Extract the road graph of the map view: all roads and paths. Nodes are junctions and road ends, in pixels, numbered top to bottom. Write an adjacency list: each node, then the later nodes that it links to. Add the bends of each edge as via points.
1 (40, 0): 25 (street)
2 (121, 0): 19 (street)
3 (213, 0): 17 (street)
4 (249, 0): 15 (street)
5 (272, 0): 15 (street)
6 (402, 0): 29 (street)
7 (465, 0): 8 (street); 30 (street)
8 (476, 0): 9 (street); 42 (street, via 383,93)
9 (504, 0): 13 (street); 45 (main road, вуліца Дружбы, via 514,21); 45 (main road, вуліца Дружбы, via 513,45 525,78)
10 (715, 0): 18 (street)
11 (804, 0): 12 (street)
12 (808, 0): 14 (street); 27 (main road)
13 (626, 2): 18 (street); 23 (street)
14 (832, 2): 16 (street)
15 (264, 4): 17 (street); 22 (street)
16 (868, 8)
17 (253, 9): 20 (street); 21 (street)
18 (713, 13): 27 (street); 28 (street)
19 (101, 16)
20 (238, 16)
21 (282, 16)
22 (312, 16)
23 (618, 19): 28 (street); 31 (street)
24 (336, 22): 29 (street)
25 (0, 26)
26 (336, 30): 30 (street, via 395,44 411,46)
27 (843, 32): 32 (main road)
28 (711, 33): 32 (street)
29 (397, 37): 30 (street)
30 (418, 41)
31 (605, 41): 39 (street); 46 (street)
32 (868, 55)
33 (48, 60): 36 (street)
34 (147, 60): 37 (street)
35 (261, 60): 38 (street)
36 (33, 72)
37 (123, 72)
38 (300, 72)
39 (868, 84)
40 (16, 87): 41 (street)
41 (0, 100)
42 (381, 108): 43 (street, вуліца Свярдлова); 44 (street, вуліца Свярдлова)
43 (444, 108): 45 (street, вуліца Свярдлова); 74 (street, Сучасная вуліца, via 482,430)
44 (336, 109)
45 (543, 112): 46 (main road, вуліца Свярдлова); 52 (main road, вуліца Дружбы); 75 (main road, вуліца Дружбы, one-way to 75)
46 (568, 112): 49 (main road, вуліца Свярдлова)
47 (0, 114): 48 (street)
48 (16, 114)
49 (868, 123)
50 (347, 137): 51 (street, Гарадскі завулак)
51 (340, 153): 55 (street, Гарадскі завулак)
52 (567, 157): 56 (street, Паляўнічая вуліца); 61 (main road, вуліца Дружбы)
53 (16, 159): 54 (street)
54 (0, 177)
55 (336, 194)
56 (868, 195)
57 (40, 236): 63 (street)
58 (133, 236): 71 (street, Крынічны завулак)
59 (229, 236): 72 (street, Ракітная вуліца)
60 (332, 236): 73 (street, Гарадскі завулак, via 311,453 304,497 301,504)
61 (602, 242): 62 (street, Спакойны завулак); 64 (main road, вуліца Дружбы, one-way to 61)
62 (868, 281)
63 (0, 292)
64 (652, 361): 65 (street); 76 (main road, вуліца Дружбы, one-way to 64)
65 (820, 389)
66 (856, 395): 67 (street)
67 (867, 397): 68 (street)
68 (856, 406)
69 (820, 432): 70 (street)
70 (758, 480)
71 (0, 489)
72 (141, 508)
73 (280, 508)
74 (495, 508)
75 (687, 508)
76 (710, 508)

+++

**Your instructions:**
Return the material above in full, exactly as written.

**Answer to the exercise:**
Extract the road graph of the map view: all roads and paths. Nodes are junctions and road ends, in pixels, numbered top to bottom. Write an adjacency list: each node, then the later nodes that it links to. Add the bends of each edge as via points.
1 (40, 0): 25 (street)
2 (121, 0): 19 (street)
3 (213, 0): 17 (street)
4 (249, 0): 15 (street)
5 (272, 0): 15 (street)
6 (402, 0): 29 (street)
7 (465, 0): 8 (street); 30 (street)
8 (476, 0): 9 (street); 42 (street, via 383,93)
9 (504, 0): 13 (street); 45 (main road, вуліца Дружбы, via 514,21); 45 (main road, вуліца Дружбы, via 513,45 525,78)
10 (715, 0): 18 (street)
11 (804, 0): 12 (street)
12 (808, 0): 14 (street); 27 (main road)
13 (626, 2): 18 (street); 23 (street)
14 (832, 2): 16 (street)
15 (264, 4): 17 (street); 22 (street)
16 (868, 8)
17 (253, 9): 20 (street); 21 (street)
18 (713, 13): 27 (street); 28 (street)
19 (101, 16)
20 (238, 16)
21 (282, 16)
22 (312, 16)
23 (618, 19): 28 (street); 31 (street)
24 (336, 22): 29 (street)
25 (0, 26)
26 (336, 30): 30 (street, via 395,44 411,46)
27 (843, 32): 32 (main road)
28 (711, 33): 32 (street)
29 (397, 37): 30 (street)
30 (418, 41)
31 (605, 41): 39 (street); 46 (street)
32 (868, 55)
33 (48, 60): 36 (street)
34 (147, 60): 37 (street)
35 (261, 60): 38 (street)
36 (33, 72)
37 (123, 72)
38 (300, 72)
39 (868, 84)
40 (16, 87): 41 (street)
41 (0, 100)
42 (381, 108): 43 (street, вуліца Свярдлова); 44 (street, вуліца Свярдлова)
43 (444, 108): 45 (street, вуліца Свярдлова); 74 (street, Сучасная вуліца, via 482,430)
44 (336, 109)
45 (543, 112): 46 (main road, вуліца Свярдлова); 52 (main road, вуліца Дружбы); 75 (main road, вуліца Дружбы, one-way to 75)
46 (568, 112): 49 (main road, вуліца Свярдлова)
47 (0, 114): 48 (street)
48 (16, 114)
49 (868, 123)
50 (347, 137): 51 (street, Гарадскі завулак)
51 (340, 153): 55 (street, Гарадскі завулак)
52 (567, 157): 56 (street, Паляўнічая вуліца); 61 (main road, вуліца Дружбы)
53 (16, 159): 54 (street)
54 (0, 177)
55 (336, 194)
56 (868, 195)
57 (40, 236): 63 (street)
58 (133, 236): 71 (street, Крынічны завулак)
59 (229, 236): 72 (street, Ракітная вуліца)
60 (332, 236): 73 (street, Гарадскі завулак, via 311,453 304,497 301,504)
61 (602, 242): 62 (street, Спакойны завулак); 64 (main road, вуліца Дружбы, one-way to 61)
62 (868, 281)
63 (0, 292)
64 (652, 361): 65 (street); 76 (main road, вуліца Дружбы, one-way to 64)
65 (820, 389)
66 (856, 395): 67 (street)
67 (867, 397): 68 (street)
68 (856, 406)
69 (820, 432): 70 (street)
70 (758, 480)
71 (0, 489)
72 (141, 508)
73 (280, 508)
74 (495, 508)
75 (687, 508)
76 (710, 508)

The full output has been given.